1) Silver coins with the largest amount in circulation;
2) Silver coins specifically accepted for taxes.
However, Kitayama (1935) further suggested two perspectives of looking at the change in the metage currency system in southern Taiwan, which is the focus of this paper. From these perspectives, we can catch a glimpse of the currency system used at the time by examining the circulation of silver coins with the largest amount in circulation or silver coins accepted for taxes.
As described in the previous section, the change of the silver standard in southern Taiwan to the seventy-three-candareens silver standard that occurred during the early Japanese rule period was limited to the areas around Tainan City and in Hengchun. According to Kitayama’s theory, there should be, at the time, a type of silver coin that weighed seven mace and three candareens, had the largest amount in circulation, and was specifically accepted for taxes. Among the currencies circulated in Tainan and Hengchun at the time, the Japanese yen silver coin weighed seven mace and three candareens (Temporary Taiwan Land Investigation Bureau, 1905). We therefore examined Japanese yen silver coins that weighed seven mace and three candareens to determine if they meet the criteria stated by Kitayama for a “standard silver coin” that would hold a dominant position.
The reasoning behind the first criterion seems quite intuitive. Generally speaking, when a silver currency became the majority circulating in the market, merchants would use it as the “standard silver coin” used to valuate items so as to simplify the calculation and trading process. However, we found that the statistical records on the number of silver currencies in circulation in different regions of Taiwan during the late Qing rule period and the early Japanese rule period that followed are extremely lacking. Among the available data, the records on the area around Tainan City are relatively complete and representative. We therefore examined the amount and percentage of currencies circulating in Tainan City at the time as described below.

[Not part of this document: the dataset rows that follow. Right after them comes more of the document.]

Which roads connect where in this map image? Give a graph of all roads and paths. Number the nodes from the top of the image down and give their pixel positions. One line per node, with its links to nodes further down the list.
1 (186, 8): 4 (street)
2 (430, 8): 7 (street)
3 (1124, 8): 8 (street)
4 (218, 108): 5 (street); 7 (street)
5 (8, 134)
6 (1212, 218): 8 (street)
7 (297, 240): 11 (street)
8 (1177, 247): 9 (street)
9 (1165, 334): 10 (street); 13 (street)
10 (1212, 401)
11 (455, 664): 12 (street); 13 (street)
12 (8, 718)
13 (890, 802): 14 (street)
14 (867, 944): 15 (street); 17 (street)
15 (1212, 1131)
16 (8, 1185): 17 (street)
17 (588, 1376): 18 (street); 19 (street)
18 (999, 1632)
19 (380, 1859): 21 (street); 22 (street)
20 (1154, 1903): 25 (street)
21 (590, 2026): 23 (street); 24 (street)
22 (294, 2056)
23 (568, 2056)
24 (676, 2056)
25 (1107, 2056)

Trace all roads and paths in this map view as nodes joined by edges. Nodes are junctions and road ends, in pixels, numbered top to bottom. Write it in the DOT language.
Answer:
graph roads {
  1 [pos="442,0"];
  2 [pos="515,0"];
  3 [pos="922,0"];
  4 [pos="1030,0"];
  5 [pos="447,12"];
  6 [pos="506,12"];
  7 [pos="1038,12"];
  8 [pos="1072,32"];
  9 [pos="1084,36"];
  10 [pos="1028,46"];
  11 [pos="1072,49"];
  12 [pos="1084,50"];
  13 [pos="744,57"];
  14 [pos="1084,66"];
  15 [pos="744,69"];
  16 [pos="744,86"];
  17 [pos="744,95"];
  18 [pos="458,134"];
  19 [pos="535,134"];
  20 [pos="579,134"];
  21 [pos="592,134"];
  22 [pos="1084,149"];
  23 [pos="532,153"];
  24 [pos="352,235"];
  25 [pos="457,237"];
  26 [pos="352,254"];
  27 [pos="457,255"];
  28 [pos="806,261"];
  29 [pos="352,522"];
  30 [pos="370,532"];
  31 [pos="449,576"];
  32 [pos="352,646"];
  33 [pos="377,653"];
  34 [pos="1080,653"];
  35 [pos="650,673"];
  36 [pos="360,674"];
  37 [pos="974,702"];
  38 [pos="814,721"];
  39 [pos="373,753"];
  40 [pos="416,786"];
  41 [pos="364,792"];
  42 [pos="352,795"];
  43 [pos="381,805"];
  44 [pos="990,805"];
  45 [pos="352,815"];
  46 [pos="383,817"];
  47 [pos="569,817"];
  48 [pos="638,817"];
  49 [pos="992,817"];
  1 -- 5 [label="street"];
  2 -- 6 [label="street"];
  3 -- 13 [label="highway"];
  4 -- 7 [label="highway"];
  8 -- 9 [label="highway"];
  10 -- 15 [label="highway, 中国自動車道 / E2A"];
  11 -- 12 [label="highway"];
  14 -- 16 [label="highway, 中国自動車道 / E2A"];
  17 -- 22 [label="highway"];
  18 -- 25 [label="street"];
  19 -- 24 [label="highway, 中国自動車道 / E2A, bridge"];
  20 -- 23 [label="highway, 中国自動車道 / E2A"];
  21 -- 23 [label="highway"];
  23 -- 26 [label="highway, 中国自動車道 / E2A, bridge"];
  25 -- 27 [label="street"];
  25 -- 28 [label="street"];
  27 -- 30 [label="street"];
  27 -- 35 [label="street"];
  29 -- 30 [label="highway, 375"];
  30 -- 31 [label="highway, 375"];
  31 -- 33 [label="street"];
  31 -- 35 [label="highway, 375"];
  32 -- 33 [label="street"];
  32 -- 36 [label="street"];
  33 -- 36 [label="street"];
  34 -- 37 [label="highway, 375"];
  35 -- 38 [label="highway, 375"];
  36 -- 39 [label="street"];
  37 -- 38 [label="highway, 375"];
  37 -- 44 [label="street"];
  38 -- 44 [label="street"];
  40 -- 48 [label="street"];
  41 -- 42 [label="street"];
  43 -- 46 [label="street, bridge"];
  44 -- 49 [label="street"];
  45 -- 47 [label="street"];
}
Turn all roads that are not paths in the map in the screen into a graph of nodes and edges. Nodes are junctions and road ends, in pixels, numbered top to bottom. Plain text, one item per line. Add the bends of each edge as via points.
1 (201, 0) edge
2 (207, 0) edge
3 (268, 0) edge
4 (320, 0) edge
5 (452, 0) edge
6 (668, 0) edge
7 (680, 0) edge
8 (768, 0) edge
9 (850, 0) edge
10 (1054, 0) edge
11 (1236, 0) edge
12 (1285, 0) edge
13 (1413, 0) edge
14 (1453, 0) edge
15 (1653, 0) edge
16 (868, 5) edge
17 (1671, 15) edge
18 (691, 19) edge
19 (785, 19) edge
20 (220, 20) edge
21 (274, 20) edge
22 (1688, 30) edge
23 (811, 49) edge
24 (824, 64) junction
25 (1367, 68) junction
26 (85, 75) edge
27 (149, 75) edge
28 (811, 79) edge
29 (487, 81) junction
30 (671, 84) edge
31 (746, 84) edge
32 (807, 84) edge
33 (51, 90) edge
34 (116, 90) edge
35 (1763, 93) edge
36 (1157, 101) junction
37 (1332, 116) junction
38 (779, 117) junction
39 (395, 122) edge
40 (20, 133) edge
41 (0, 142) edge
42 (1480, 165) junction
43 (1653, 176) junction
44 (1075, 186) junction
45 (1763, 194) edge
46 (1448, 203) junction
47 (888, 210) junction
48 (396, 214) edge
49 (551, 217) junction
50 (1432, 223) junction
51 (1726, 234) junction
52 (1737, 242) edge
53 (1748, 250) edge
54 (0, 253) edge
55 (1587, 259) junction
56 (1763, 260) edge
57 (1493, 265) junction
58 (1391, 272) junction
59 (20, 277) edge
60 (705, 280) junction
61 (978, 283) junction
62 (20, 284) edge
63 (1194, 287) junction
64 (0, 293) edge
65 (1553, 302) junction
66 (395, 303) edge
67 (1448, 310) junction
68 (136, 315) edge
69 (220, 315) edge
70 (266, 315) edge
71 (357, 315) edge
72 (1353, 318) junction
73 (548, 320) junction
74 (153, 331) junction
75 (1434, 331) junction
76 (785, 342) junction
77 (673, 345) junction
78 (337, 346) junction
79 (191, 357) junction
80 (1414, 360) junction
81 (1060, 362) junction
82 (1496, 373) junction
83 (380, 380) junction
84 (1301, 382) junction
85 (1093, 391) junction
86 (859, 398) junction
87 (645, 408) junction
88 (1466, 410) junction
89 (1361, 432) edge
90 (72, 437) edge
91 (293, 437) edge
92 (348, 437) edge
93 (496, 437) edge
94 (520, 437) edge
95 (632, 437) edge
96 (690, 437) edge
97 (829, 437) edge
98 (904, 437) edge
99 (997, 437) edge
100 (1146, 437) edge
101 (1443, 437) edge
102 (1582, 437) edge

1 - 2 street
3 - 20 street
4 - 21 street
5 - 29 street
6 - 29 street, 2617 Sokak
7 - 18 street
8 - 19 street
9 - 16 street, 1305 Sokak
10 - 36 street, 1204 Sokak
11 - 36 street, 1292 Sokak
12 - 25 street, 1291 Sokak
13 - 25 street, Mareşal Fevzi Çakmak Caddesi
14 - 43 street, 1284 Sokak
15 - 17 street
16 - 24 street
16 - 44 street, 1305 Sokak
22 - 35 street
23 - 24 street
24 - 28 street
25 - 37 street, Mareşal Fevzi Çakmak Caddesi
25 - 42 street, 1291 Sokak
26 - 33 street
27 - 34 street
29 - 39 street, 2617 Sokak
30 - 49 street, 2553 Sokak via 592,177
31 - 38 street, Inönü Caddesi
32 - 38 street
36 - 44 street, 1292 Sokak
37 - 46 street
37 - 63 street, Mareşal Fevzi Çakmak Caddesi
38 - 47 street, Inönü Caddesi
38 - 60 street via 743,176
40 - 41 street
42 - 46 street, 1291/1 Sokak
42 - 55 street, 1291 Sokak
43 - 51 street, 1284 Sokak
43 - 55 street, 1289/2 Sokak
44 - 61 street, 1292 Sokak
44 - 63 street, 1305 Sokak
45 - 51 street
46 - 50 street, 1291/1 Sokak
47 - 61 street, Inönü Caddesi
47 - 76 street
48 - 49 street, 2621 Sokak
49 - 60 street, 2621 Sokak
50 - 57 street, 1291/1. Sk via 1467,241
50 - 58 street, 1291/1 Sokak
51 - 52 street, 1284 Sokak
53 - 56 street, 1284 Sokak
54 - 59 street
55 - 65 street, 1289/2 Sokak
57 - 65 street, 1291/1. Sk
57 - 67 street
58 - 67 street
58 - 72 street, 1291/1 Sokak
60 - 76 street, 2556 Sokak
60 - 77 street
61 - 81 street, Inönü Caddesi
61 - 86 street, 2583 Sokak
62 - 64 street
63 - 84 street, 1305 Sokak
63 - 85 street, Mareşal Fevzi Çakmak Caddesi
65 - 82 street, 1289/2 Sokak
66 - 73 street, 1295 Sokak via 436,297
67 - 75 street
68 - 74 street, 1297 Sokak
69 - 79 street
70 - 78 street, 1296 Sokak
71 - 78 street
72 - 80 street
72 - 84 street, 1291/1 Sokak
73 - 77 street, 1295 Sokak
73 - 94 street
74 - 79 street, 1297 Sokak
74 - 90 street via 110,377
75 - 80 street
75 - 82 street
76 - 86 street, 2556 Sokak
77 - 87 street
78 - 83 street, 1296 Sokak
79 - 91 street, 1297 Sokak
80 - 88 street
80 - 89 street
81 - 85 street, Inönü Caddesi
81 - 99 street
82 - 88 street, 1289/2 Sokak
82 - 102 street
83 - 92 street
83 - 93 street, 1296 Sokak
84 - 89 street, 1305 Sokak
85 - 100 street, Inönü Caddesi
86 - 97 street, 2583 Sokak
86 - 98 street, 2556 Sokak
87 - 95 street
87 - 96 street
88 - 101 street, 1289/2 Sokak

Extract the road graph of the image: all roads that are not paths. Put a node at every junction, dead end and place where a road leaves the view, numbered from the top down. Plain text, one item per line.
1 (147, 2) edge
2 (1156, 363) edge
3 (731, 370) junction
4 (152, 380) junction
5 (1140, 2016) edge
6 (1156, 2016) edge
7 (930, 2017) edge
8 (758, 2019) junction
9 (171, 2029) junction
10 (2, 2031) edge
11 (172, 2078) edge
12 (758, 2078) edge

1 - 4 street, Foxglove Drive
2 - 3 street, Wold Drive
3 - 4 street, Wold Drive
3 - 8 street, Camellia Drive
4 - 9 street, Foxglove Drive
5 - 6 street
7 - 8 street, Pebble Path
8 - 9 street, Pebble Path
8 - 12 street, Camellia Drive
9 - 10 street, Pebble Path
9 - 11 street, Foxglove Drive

According to historical records, the amount of currencies in circulation in Tainan City around 1901 roughly totaled over 200,000 yen, with the percentage of different currencies as follows: Taiwanese yen banknotes and Japanese yen silver coins accounted for 40%, Mexican peso silver coins accounted for 20%, counter stamped Japanese yen silver coin accounted for 20%, the remaining 20% consisted of chopped dollars (Kawakita, 1902). From these data, we can conclude that Japanese silver currencies accounted for a relative majority of 60% of the currencies in circulation in Tainan City at the time. Under this circumstance, the silver coin with the largest amount in circulation—the Japanese yen silver coin—was naturally used when converting other silver currencies or chopped dollars to the monetary unit of “yen”. Therefore, from the amount and percentage of the silver currencies circulating in Tainan City at the time, Kitayama’s argument that the silver currency with the largest amount in circulation held the dominant position as the “standard silver coin” is valid as the Japanese yen silver coin that weighed seven mace and three candareens was indeed the “standard silver coin” that held a dominant position based on the circulated amount.
Before discussing the second criterion given by Kitayama—a silver currency accepted for taxes becomes the “standard silver coin”—we believes it necessary to briefly explain the Japanese government’s official stance on the foreign currencies circulating in Taiwan at the time and the rules on their acceptance for taxes. Prior to 1897, the Government-General had reluctantly accepted foreign coins and chopped dollars for taxes.4 However, with the promulgation of Decree No. 374 in 1897, the Government-General stipulated that “counter stamped one-yuan silver coins” be accepted for taxes at their current value and that foreign currencies and countermarked currencies shall no longer be accepted for taxes in the future (Bank of Taiwan, 1919).5
However, we think that the correlation between currencies accepted for taxes and the metage currency system as proposed by Kitayama (1935) requires further substantiation. Basically, the Government-General of Taiwan only put restrictions on the types of currencies accepted for taxes but did not explicitly prohibit the use of certain currencies nor call for the public to cease the use of the metage currency system at the start of the Japanese rule period. Therefore, in the following section, we will focus on the investigation results on the currencies circulating in southern Taiwan at the time, beginning with a brief description followed by a discussion of the possible reasons behind the change in the metage currency system, so as to clarify the mechanism through which the movement of currencies affected the metage currency system in Taiwan.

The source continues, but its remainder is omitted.